Dilly Dawg wrote:
The above history I'm familiar with but it still reads like the history of any color registry and still doesn't answer the question for me as to why it's a breed.
I think the simplest answer is this: color prejudice.

The AQHA did not want horses with excessive white to be registered with their association. They closed the door to those horses who, despite quarter horse blood, had more white than they allowed within their guidelines. The association retained those rules until very recently. I'm not intimately familiar with how the change took place, but I imagine AQHA and APHA must have cooperatively agreed that so-called "cropouts" would retain their identity as quarter horses provided their pedigree was AQHA top to bottom. That, of course, requires retroactive registration for many older horses, though first-generation "cropouts" foaled since the rule change can simply register as AQHA with no issues. The one-paint-parent rule will still apply, though, if a horse's ancestors are not retroactively registered AQHA, even if that horse does not express a pinto pattern.

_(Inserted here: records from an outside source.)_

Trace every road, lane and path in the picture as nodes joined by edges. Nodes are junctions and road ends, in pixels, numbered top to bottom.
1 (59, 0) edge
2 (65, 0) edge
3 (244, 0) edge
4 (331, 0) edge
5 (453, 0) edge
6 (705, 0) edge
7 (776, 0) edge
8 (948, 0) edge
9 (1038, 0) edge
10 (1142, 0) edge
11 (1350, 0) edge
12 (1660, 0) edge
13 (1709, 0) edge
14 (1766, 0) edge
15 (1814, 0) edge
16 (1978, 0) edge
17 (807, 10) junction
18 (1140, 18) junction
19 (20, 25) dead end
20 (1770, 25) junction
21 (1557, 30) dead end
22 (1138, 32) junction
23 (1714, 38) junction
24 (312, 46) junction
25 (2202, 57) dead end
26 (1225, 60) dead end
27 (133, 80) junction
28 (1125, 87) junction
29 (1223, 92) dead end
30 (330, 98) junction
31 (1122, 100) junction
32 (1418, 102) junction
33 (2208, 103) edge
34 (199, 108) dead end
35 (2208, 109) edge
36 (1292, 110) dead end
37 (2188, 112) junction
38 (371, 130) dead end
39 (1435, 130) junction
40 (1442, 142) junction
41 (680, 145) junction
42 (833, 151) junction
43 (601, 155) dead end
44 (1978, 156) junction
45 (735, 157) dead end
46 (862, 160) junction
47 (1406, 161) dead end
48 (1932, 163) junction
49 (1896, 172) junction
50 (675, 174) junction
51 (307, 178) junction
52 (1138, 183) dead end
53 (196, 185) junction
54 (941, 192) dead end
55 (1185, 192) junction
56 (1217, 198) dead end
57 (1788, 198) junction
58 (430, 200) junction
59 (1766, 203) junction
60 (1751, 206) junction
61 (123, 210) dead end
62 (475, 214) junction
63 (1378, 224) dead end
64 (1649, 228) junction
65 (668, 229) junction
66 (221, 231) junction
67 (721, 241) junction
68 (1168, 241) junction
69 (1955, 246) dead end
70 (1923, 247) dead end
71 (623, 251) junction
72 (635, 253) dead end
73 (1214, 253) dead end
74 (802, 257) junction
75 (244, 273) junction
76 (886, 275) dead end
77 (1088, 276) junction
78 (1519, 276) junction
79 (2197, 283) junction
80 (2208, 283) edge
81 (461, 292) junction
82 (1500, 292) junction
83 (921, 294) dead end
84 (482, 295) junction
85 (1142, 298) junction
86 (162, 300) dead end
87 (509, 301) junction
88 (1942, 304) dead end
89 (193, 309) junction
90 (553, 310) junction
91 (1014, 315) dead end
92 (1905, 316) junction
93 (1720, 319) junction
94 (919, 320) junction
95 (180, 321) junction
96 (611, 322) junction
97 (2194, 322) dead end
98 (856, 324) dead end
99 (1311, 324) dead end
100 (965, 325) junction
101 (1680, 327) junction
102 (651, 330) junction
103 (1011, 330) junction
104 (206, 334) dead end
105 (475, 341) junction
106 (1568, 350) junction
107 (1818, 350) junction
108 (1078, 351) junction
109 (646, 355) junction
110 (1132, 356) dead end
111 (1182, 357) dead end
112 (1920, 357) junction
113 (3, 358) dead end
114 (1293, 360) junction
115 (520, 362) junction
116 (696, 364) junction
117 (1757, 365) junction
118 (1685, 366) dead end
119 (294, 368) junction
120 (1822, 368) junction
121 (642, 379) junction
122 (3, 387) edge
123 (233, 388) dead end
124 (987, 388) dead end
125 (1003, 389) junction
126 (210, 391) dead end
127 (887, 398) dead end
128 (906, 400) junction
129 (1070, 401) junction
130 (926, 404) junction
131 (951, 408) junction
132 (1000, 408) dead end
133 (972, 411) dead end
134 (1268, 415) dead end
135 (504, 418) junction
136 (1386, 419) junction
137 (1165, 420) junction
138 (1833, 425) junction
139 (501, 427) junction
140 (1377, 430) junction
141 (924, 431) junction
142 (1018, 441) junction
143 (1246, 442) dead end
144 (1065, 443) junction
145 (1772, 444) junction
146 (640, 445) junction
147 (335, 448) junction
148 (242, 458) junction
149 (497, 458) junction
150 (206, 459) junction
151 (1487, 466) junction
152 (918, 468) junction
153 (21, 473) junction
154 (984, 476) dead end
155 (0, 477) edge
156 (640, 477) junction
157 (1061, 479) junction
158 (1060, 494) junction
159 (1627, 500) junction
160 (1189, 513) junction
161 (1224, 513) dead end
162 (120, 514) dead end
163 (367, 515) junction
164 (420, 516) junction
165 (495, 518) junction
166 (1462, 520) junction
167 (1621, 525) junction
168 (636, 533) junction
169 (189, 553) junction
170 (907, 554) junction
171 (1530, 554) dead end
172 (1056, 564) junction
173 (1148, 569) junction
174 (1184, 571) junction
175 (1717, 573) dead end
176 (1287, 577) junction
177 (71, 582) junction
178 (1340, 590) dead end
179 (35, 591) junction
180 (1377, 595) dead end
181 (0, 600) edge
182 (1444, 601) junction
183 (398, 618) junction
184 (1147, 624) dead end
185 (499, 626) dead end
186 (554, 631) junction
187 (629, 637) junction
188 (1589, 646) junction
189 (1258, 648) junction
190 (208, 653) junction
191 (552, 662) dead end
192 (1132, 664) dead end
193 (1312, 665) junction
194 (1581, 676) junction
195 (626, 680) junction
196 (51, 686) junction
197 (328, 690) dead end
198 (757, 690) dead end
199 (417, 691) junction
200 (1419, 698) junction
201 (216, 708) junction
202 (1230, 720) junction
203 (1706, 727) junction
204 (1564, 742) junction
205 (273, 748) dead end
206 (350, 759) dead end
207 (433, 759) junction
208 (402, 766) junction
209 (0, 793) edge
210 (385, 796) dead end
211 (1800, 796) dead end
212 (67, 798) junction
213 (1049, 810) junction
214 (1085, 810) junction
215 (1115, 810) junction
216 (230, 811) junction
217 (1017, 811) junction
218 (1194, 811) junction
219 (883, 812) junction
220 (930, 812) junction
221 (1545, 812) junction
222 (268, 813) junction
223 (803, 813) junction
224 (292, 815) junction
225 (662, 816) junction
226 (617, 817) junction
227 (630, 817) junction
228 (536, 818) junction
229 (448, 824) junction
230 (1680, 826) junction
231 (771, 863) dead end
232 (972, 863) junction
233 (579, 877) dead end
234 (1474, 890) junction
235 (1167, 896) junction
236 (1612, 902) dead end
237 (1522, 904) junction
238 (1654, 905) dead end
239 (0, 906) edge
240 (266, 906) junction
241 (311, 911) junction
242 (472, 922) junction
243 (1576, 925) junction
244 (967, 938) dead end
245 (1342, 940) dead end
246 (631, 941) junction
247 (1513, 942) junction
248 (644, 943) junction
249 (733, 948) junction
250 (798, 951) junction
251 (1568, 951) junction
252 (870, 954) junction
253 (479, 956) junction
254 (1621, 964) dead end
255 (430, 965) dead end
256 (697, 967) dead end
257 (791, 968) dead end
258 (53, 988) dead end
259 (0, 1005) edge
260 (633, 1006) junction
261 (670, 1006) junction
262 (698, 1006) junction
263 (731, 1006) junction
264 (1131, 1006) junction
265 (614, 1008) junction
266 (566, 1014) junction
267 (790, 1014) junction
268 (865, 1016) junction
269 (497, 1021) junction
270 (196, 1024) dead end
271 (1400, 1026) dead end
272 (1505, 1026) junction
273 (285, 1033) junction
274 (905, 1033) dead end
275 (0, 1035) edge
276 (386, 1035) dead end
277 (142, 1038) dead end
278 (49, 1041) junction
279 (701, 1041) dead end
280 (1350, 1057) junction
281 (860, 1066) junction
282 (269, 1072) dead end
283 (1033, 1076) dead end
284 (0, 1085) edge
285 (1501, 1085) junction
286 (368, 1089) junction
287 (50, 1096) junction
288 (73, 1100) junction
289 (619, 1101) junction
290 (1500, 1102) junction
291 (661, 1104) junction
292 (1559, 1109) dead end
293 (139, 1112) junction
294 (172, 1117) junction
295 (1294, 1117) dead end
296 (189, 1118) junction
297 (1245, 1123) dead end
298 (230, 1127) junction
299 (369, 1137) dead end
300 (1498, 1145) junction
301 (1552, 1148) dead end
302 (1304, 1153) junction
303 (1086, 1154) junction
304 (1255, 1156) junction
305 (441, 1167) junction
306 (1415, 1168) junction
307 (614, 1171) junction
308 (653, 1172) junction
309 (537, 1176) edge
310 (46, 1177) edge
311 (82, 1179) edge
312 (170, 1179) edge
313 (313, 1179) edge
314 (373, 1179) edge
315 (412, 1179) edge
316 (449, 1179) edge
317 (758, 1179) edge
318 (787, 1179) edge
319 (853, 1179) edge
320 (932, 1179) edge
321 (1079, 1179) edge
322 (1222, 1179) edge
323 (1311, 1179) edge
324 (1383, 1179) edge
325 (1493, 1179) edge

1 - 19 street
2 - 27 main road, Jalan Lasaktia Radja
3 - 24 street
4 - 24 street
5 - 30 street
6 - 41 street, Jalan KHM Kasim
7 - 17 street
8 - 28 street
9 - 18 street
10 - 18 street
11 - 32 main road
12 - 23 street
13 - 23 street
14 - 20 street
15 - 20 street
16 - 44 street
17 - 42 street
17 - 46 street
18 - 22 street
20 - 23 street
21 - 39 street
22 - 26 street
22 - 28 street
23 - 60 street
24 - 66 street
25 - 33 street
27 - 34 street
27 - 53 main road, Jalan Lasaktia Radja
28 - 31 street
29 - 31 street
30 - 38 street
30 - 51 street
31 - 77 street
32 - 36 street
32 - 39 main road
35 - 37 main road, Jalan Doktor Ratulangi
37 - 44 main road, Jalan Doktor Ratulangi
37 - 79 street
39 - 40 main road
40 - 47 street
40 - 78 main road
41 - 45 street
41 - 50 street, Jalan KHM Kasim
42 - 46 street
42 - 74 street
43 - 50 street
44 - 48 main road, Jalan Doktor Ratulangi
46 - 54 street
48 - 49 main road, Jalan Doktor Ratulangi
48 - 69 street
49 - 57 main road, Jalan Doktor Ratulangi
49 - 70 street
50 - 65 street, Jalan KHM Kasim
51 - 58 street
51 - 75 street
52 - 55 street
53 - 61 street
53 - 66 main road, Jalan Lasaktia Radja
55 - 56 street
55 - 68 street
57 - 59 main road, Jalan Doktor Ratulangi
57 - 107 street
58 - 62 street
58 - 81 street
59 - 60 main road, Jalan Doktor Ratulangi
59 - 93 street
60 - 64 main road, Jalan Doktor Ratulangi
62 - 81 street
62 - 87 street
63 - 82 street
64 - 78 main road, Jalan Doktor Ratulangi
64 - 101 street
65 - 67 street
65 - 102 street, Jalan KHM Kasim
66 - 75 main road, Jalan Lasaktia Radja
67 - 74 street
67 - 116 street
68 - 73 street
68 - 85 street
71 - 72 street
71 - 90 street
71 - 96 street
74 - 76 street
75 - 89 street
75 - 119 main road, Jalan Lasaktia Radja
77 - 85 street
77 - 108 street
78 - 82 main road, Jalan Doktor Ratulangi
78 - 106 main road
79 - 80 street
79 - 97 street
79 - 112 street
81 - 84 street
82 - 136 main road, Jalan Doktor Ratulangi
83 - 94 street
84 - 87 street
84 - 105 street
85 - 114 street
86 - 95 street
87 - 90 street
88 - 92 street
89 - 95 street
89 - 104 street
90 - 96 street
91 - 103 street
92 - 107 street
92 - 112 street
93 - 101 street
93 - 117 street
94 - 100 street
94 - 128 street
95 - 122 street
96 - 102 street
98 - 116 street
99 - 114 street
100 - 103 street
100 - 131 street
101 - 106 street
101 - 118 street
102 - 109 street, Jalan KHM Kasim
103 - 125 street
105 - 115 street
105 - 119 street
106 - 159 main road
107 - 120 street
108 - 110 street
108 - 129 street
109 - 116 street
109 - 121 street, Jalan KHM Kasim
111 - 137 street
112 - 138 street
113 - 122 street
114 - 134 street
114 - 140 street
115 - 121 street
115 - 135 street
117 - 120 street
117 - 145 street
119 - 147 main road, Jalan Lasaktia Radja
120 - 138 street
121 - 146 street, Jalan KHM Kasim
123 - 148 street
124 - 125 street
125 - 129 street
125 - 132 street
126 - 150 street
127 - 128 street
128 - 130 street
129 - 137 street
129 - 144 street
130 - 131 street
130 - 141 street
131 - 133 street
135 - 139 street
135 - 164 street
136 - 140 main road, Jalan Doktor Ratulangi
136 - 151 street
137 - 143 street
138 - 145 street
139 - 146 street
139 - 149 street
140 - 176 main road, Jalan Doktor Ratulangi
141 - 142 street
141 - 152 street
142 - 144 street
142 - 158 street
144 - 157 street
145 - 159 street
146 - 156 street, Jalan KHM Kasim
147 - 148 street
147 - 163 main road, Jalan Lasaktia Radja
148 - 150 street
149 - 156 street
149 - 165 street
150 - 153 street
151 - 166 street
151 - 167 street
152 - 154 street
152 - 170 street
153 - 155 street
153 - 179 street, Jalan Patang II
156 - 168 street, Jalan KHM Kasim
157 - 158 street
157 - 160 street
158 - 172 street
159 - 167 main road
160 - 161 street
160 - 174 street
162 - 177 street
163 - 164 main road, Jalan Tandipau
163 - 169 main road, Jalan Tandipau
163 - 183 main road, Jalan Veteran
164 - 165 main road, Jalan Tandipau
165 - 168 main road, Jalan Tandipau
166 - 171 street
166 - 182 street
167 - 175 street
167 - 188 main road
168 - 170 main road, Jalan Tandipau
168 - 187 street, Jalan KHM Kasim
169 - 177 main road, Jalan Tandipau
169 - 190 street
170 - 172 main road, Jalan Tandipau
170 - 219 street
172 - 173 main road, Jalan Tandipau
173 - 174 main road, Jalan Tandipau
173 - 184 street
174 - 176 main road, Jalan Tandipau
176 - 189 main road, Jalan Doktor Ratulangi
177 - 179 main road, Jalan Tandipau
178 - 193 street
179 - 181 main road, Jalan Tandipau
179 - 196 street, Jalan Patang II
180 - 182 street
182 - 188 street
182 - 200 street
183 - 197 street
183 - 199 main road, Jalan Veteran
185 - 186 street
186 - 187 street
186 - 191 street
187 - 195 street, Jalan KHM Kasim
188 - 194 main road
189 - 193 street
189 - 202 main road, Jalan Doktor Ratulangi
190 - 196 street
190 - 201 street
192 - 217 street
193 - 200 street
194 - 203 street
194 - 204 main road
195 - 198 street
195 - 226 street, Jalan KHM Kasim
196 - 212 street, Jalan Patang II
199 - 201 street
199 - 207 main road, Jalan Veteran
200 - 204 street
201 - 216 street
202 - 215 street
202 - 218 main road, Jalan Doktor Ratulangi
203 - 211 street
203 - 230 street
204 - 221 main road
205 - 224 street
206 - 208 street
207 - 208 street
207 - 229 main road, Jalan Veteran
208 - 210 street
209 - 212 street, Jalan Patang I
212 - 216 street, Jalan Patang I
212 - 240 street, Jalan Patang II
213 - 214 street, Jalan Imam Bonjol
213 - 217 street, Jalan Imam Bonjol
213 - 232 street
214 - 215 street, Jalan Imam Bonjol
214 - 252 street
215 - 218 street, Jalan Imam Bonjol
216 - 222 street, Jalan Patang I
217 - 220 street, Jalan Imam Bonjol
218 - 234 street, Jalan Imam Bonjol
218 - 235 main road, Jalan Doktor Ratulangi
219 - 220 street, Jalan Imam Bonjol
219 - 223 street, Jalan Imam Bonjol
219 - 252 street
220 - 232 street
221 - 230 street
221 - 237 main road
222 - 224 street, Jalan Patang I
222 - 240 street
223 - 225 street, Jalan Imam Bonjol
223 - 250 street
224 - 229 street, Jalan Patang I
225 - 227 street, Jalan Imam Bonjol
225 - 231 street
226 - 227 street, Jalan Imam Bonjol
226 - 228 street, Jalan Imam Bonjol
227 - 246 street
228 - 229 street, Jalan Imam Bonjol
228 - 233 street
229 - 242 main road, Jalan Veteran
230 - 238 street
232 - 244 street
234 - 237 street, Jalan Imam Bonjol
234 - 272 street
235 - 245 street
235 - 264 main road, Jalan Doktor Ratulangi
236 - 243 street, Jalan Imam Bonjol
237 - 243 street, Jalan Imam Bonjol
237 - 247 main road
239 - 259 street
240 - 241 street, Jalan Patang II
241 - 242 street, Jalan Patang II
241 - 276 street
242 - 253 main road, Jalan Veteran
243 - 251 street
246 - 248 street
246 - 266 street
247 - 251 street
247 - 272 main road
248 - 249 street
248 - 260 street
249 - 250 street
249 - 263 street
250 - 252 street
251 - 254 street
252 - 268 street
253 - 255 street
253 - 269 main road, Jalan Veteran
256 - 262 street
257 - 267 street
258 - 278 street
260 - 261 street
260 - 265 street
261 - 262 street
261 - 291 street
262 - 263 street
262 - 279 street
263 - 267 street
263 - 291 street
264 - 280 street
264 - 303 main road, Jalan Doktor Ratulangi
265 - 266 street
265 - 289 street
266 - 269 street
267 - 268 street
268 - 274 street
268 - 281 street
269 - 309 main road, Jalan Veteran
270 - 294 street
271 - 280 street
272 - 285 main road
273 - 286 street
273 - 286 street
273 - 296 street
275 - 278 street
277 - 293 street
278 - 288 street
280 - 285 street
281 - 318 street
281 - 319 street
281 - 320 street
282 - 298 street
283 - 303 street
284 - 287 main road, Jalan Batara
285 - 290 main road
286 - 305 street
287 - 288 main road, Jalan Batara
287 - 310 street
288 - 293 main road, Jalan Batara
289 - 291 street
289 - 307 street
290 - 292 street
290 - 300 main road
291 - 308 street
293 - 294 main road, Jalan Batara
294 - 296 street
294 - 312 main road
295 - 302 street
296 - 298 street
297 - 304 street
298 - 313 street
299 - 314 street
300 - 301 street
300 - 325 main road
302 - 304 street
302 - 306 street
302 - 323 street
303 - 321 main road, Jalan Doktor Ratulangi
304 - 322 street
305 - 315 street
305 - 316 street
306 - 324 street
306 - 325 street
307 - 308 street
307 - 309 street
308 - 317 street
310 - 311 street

As lopinout mentioned, it has a lot to do with coat pattern, as well. If I understand it correctly, tobiano was not present in early quarter horse blood, so any "paints" with 100% quarter horse ancestry are either solid-bred or some other "overo" pattern like sabino, splash, etc. Tobiano came from other stock (likely mustangs or other horses with Spanish blood), and those horses would be excluded. I think that if AQHA granted registration to all APHA-registered horses with 100% AQHA ancestry, then all that would be left behind are horses with the tobiano gene.

Of course...one could argue that they all go back to common ancestors anyway, so they're all quarter horses. Breeds and breed associations are human inventions. The only way that the division between the paint and quarter horse breeds could ever be solidly explained would be if both associations established a year before which no blood will be considered. If, say, that year were 1850, any ancestor on a pedigree that has tobiano blood would automatically place the horse in the "paint" column regardless of coat pattern, whereas any horse without tobiano blood would be in the "quarter horse" column regardless of coat pattern.

Basically, if a horse has at least ONE of these three things, it would be considered a paint. Only in the absence of all three would the individual be a quarter horse:
Tobiano gene (horse actually tests positive for the gene)
Tobiano expression (horse whose coat pattern clearly expresses as tobiano)
Tobiano ancestry (horse has an ancestor who clearly expressed the tobiano coat pattern* and/or tested positive for the tobiano gene)

*This wouldn't be an exact science, but obviously it's not possible to test all horses and their ancestors for the gene

I know that I'm waaaaaaaaaaaaaay oversimplifying this via a whole lot of hypotheticals, but that's the best way I can think to describe it.

Last Edited By: Timid Wild One Nov 4 11 9:20 AM. Edited 4 times.